## Description of the task
What you return must match the records below exactly, apart from the omitted pictures.

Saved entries

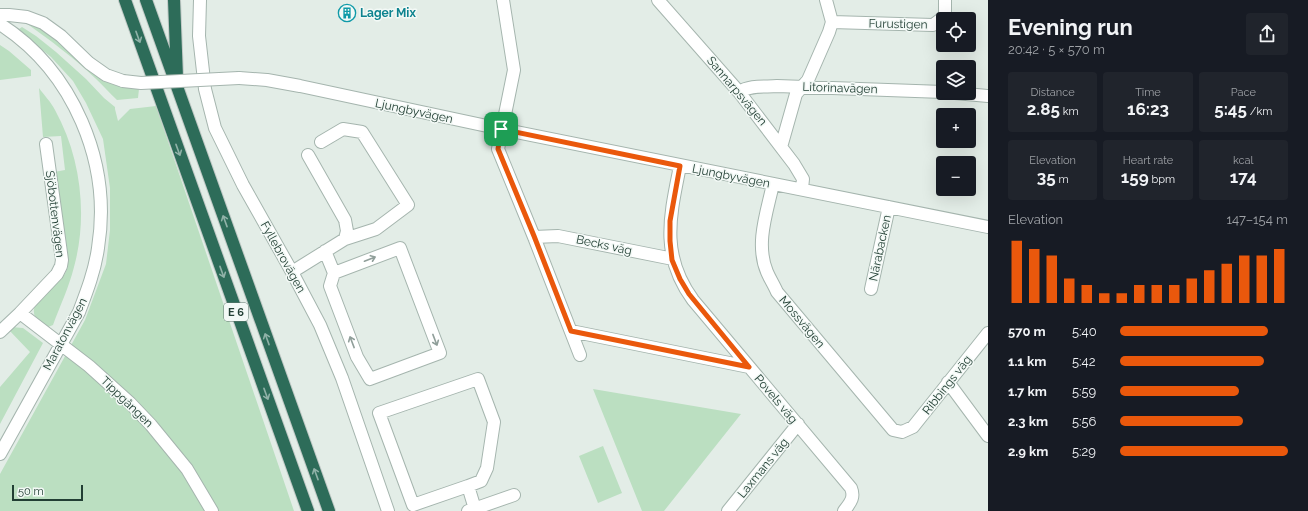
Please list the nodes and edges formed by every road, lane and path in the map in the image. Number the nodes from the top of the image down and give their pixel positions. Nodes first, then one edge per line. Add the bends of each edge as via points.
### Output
1 (125, 0) edge
2 (146, 0) edge
3 (174, 0) edge
4 (200, 0) edge
5 (503, 0) edge
6 (658, 0) edge
7 (826, 0) edge
8 (945, 0) edge
9 (0, 15) edge
10 (832, 22) junction
11 (0, 24) edge
12 (802, 86) junction
13 (178, 90) junction
14 (739, 92) junction
15 (936, 92) edge
16 (976, 95) edge
17 (988, 96) edge
18 (501, 129) junction
19 (321, 142) dead end
20 (46, 144) dead end
21 (781, 147) junction
22 (308, 155) dead end
23 (680, 166) junction
24 (773, 184) junction
25 (802, 189) junction
26 (889, 207) junction
27 (988, 227) edge
28 (534, 236) junction
29 (345, 239) junction
30 (326, 251) junction
31 (672, 260) junction
32 (292, 272) junction
33 (334, 273) junction
34 (871, 289) dead end
35 (20, 313) junction
36 (571, 331) junction
37 (0, 332) edge
38 (988, 333) edge
39 (60, 343) junction
40 (580, 355) dead end
41 (749, 367) junction
42 (948, 382) junction
43 (798, 424) junction
44 (902, 432) joint
45 (988, 436) edge
46 (0, 454) edge
47 (468, 486) junction
48 (514, 495) dead end
49 (471, 510) edge
50 (212, 511) edge
51 (308, 511) edge
52 (329, 511) edge
53 (388, 511) edge
54 (728, 511) edge
55 (844, 511) edge

1 -> 51 highway, E 6
2 - 13 highway, E 6
3 - 13 highway
4 - 32 street, Fyllebrovägen via 199,36 205,88 215,128 243,185
5 - 18 street via 514,70
6 - 14 street, Sannarpsvägen
7 - 10 street
8 - 10 street, Furustigen via 945,16 933,25
9 - 18 street, Ljungbyvägen, bridge via 27,17 43,23 61,36 89,63 106,75 123,81 145,83 239,78 267,80
10 - 12 street via 808,80
11 - 39 street, Maratonvägen via 20,37 56,74 77,108 92,148 99,178 101,208 98,248 88,289
12 - 14 street, Litorinavägen via 752,87
12 - 15 street, Litorinavägen
12 - 21 street via 796,94
52 -> 13 highway, E 6
14 - 21 street, Sannarpsvägen
16 - 17 street
18 - 23 street, Ljungbyvägen
18 - 28 street via 498,149
19 - 29 street via 343,129 362,132 408,205 376,229
20 - 35 street, Sjöbottenvägen via 62,260 57,274
21 - 25 street, Sannarpsvägen via 801,175
22 - 29 street via 345,220
23 - 24 street, Ljungbyvägen
23 - 31 street, Povels väg via 670,221
24 - 25 street, Ljungbyvägen
24 - 44 street, Mossvägen via 762,243 767,272 777,292 893,430
25 - 26 street, Ljungbyvägen
26 - 27 street, Ljungbyvägen
26 - 34 street, Närabacken
28 - 31 street, Becks väg via 558,236
28 - 36 street
29 - 30 street
30 - 32 street
30 - 33 street
31 - 41 street, Povels väg via 689,294
32 - 53 street, Fyllebrovägen via 320,325 342,378
33 -> 33 street via 400,248 440,353 370,379 357,357 330,286
35 - 37 street, Sjöbottenvägen
35 - 39 street, Tippgången
36 - 40 street
36 - 41 street
38 - 42 street, Ribbings väg
39 - 46 street, Maratonvägen
39 - 50 street, Tippgången via 130,402 151,425 187,468
41 - 43 street, Povels väg
42 - 44 street, Ribbings väg via 913,427
42 - 45 street
43 - 54 street, Laxmans väg
43 - 55 street, Povels väg via 851,488 851,503
47 - 47 street via 481,480 487,468 494,422 478,378 380,413 413,505
47 - 49 street
48 - 49 street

## Answer
Please list the nodes and edges formed by every road, lane and path in the map in the image. Number the nodes from the top of the image down and give their pixel positions. Nodes first, then one edge per line. Add the bends of each edge as via points.
### Output
1 (125, 0) edge
2 (146, 0) edge
3 (174, 0) edge
4 (200, 0) edge
5 (503, 0) edge
6 (658, 0) edge
7 (826, 0) edge
8 (945, 0) edge
9 (0, 15) edge
10 (832, 22) junction
11 (0, 24) edge
12 (802, 86) junction
13 (178, 90) junction
14 (739, 92) junction
15 (936, 92) edge
16 (976, 95) edge
17 (988, 96) edge
18 (501, 129) junction
19 (321, 142) dead end
20 (46, 144) dead end
21 (781, 147) junction
22 (308, 155) dead end
23 (680, 166) junction
24 (773, 184) junction
25 (802, 189) junction
26 (889, 207) junction
27 (988, 227) edge
28 (534, 236) junction
29 (345, 239) junction
30 (326, 251) junction
31 (672, 260) junction
32 (292, 272) junction
33 (334, 273) junction
34 (871, 289) dead end
35 (20, 313) junction
36 (571, 331) junction
37 (0, 332) edge
38 (988, 333) edge
39 (60, 343) junction
40 (580, 355) dead end
41 (749, 367) junction
42 (948, 382) junction
43 (798, 424) junction
44 (902, 432) joint
45 (988, 436) edge
46 (0, 454) edge
47 (468, 486) junction
48 (514, 495) dead end
49 (471, 510) edge
50 (212, 511) edge
51 (308, 511) edge
52 (329, 511) edge
53 (388, 511) edge
54 (728, 511) edge
55 (844, 511) edge

1 -> 51 highway, E 6
2 - 13 highway, E 6
3 - 13 highway
4 - 32 street, Fyllebrovägen via 199,36 205,88 215,128 243,185
5 - 18 street via 514,70
6 - 14 street, Sannarpsvägen
7 - 10 street
8 - 10 street, Furustigen via 945,16 933,25
9 - 18 street, Ljungbyvägen, bridge via 27,17 43,23 61,36 89,63 106,75 123,81 145,83 239,78 267,80
10 - 12 street via 808,80
11 - 39 street, Maratonvägen via 20,37 56,74 77,108 92,148 99,178 101,208 98,248 88,289
12 - 14 street, Litorinavägen via 752,87
12 - 15 street, Litorinavägen
12 - 21 street via 796,94
52 -> 13 highway, E 6
14 - 21 street, Sannarpsvägen
16 - 17 street
18 - 23 street, Ljungbyvägen
18 - 28 street via 498,149
19 - 29 street via 343,129 362,132 408,205 376,229
20 - 35 street, Sjöbottenvägen via 62,260 57,274
21 - 25 street, Sannarpsvägen via 801,175
22 - 29 street via 345,220
23 - 24 street, Ljungbyvägen
23 - 31 street, Povels väg via 670,221
24 - 25 street, Ljungbyvägen
24 - 44 street, Mossvägen via 762,243 767,272 777,292 893,430
25 - 26 street, Ljungbyvägen
26 - 27 street, Ljungbyvägen
26 - 34 street, Närabacken
28 - 31 street, Becks väg via 558,236
28 - 36 street
29 - 30 street
30 - 32 street
30 - 33 street
31 - 41 street, Povels väg via 689,294
32 - 53 street, Fyllebrovägen via 320,325 342,378
33 -> 33 street via 400,248 440,353 370,379 357,357 330,286
35 - 37 street, Sjöbottenvägen
35 - 39 street, Tippgången
36 - 40 street
36 - 41 street
38 - 42 street, Ribbings väg
39 - 46 street, Maratonvägen
39 - 50 street, Tippgången via 130,402 151,425 187,468
41 - 43 street, Povels väg
42 - 44 street, Ribbings väg via 913,427
42 - 45 street
43 - 54 street, Laxmans väg
43 - 55 street, Povels väg via 851,488 851,503
47 - 47 street via 481,480 487,468 494,422 478,378 380,413 413,505
47 - 49 street
48 - 49 street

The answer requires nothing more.